[Brief] The copy must match the data word for word and contain no pictures.

Saved entries:
══════════════════════════════

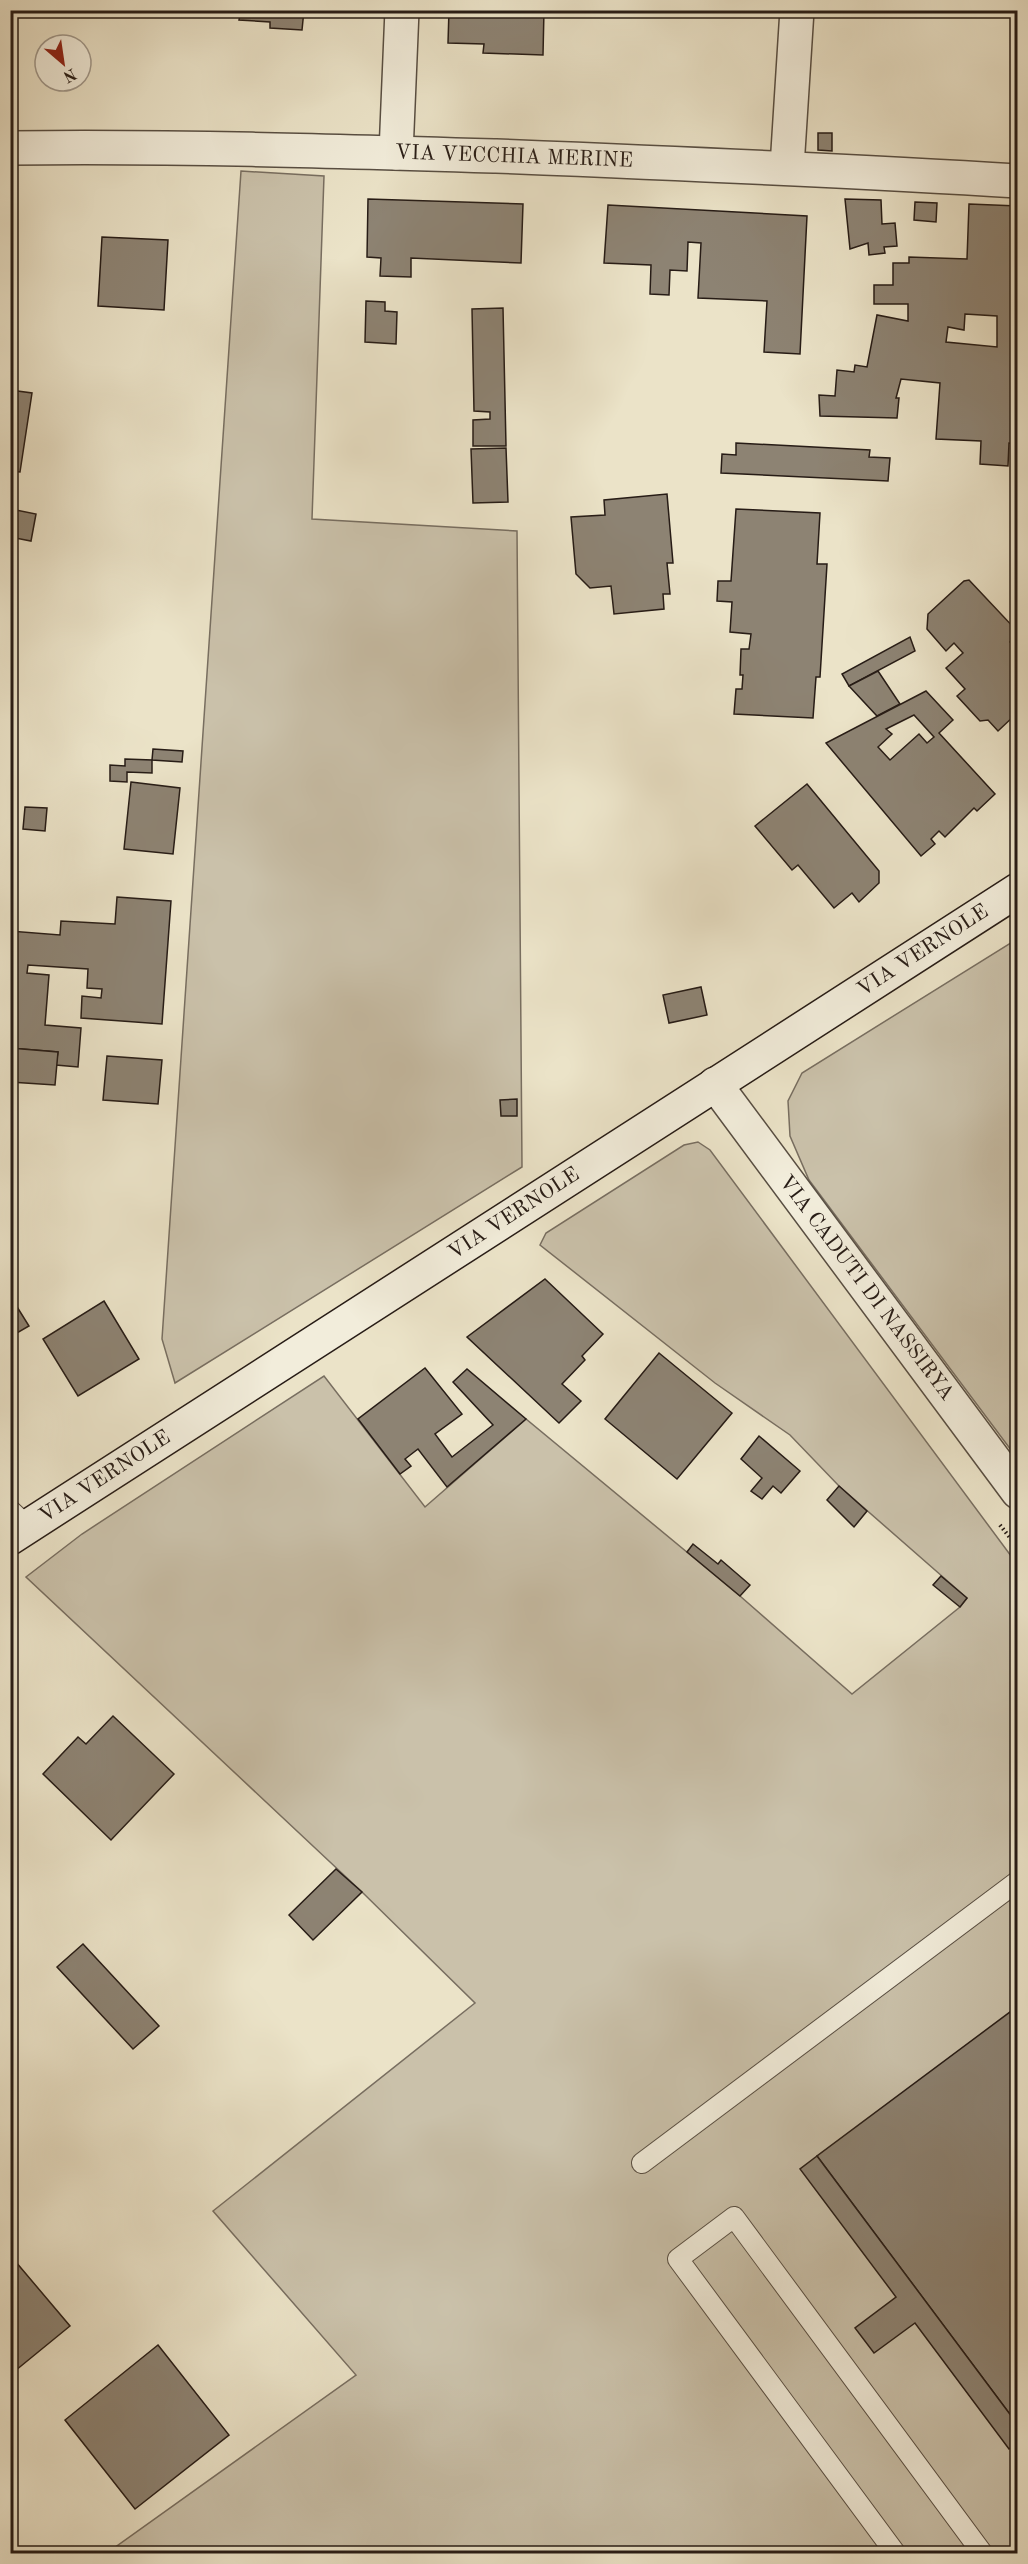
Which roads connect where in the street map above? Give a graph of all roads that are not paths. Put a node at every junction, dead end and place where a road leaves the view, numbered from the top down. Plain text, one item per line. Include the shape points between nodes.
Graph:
1 (402, 10) edge
2 (797, 10) edge
3 (10, 148) edge
4 (396, 153) junction
5 (787, 167) junction
6 (1017, 181) edge
7 (1017, 890) edge
8 (715, 1084) junction
9 (1017, 1492) edge
10 (16, 1525) edge
11 (1017, 1881) edge
12 (642, 2163) dead end
13 (897, 2553) edge
14 (983, 2553) edge

1 - 4 street
2 - 5 street
3 - 4 street, VIA VECCHIA MERINE via 151,146
4 - 5 street, VIA VECCHIA MERINE
5 - 6 street, VIA VECCHIA MERINE
7 - 8 street, VIA VERNOLE
8 - 9 street, VIA CADUTI DI NASSIRYA
8 - 10 street, VIA VERNOLE
11 - 12 lane
13 - 14 lane via 678,2259 734,2217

══════════════════════════════

[Solved problem]
Which roads connect where in the street map above? Give a graph of all roads that are not paths. Put a node at every junction, dead end and place where a road leaves the view, numbered from the top down. Plain text, one item per line. Include the shape points between nodes.
Graph:
1 (402, 10) edge
2 (797, 10) edge
3 (10, 148) edge
4 (396, 153) junction
5 (787, 167) junction
6 (1017, 181) edge
7 (1017, 890) edge
8 (715, 1084) junction
9 (1017, 1492) edge
10 (16, 1525) edge
11 (1017, 1881) edge
12 (642, 2163) dead end
13 (897, 2553) edge
14 (983, 2553) edge

1 - 4 street
2 - 5 street
3 - 4 street, VIA VECCHIA MERINE via 151,146
4 - 5 street, VIA VECCHIA MERINE
5 - 6 street, VIA VECCHIA MERINE
7 - 8 street, VIA VERNOLE
8 - 9 street, VIA CADUTI DI NASSIRYA
8 - 10 street, VIA VERNOLE
11 - 12 lane
13 - 14 lane via 678,2259 734,2217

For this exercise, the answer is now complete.